This interim financial information does not comprise statutory accounts within the meaning of Section 240 of the Companies Act 1985.
Statutory accounts for the year ended 31 December 2007 were approved by the Board of directors on 31 March 2008 and delivered to the
Registrar of Companies. The report of the auditors on those accounts was unqualified, did not contain an emphasis of matter paragraph and
did not contain a statement under Section 237 of the Companies Act 1985.
The preparation of financial information in conformity with the basis of preparation described above requires the use of certain
critical accounting estimates. It also requires management to exercise its judgement in the process of applying the Group's accounting
policies. The areas involving a higher degree of judgement or complexity, or areas where assumptions and estimates are significant to the
consolidated financial information, are disclosed in the Critical Accounting Estimates and Judgements section.
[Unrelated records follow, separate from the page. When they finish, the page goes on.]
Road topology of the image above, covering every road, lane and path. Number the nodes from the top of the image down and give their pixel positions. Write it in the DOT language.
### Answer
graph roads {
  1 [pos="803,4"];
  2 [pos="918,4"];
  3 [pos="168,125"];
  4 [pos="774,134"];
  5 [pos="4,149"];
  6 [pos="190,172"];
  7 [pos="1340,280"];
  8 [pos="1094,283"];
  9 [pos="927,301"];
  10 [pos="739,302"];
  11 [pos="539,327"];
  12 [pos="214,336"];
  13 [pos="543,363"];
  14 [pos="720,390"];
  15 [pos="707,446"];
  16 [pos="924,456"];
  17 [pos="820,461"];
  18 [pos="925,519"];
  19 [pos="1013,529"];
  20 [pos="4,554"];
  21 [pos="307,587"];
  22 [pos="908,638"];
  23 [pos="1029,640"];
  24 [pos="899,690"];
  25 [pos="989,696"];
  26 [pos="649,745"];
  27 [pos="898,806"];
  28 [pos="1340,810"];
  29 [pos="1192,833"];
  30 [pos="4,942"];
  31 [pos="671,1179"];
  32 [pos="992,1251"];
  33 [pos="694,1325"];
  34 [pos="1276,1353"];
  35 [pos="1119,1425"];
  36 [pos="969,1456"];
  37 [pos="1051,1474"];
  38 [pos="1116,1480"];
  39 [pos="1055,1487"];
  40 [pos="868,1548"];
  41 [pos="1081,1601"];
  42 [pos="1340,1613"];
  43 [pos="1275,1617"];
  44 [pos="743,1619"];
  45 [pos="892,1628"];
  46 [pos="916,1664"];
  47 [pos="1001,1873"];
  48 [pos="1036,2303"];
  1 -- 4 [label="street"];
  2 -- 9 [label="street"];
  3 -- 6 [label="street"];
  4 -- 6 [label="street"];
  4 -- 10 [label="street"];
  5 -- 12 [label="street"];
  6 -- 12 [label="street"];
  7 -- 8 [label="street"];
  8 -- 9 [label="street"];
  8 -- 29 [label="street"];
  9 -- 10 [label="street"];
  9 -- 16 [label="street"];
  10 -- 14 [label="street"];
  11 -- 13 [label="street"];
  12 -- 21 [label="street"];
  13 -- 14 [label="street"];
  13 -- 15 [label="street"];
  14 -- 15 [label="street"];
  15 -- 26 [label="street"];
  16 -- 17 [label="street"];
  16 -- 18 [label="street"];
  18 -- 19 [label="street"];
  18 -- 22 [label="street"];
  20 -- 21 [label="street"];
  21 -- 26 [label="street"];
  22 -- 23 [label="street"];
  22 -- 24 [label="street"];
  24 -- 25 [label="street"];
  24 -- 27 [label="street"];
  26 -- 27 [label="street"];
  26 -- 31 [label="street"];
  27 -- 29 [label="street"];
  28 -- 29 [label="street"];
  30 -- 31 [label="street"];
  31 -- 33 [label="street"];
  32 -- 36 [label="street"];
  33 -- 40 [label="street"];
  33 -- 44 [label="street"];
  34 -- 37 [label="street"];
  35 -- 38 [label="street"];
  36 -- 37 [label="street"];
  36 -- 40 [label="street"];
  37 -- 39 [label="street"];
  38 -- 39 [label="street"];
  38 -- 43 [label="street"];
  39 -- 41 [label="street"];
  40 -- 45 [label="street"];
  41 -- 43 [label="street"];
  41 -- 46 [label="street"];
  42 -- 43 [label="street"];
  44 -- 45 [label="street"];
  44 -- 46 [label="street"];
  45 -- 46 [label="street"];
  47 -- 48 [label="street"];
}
CRITICAL ACCOUNTING ESTIMATES AND JUDGEMENTS
Estimates and judgements are continually evaluated and are based on historical experience and other factors, including expectations of
future events that are believed to be reasonable under the circumstances.
Critical accounting estimates and judgements
The Group makes estimates and assumptions concerning the future. The resulting accounting estimates will, by definition, seldom equal
the related actual results. The estimates and assumptions that have a significant risk of causing a material adjustment to the carrying
amounts of assets and liabilities within the next financial year are discussed below.
(a) Impairment of goodwill
The Group tests annually whether goodwill has suffered any impairment, in accordance with its accounting policy. The recoverable amounts
of cash-generating units have been determined based on value-in-use calculations. These calculations require the use of estimates.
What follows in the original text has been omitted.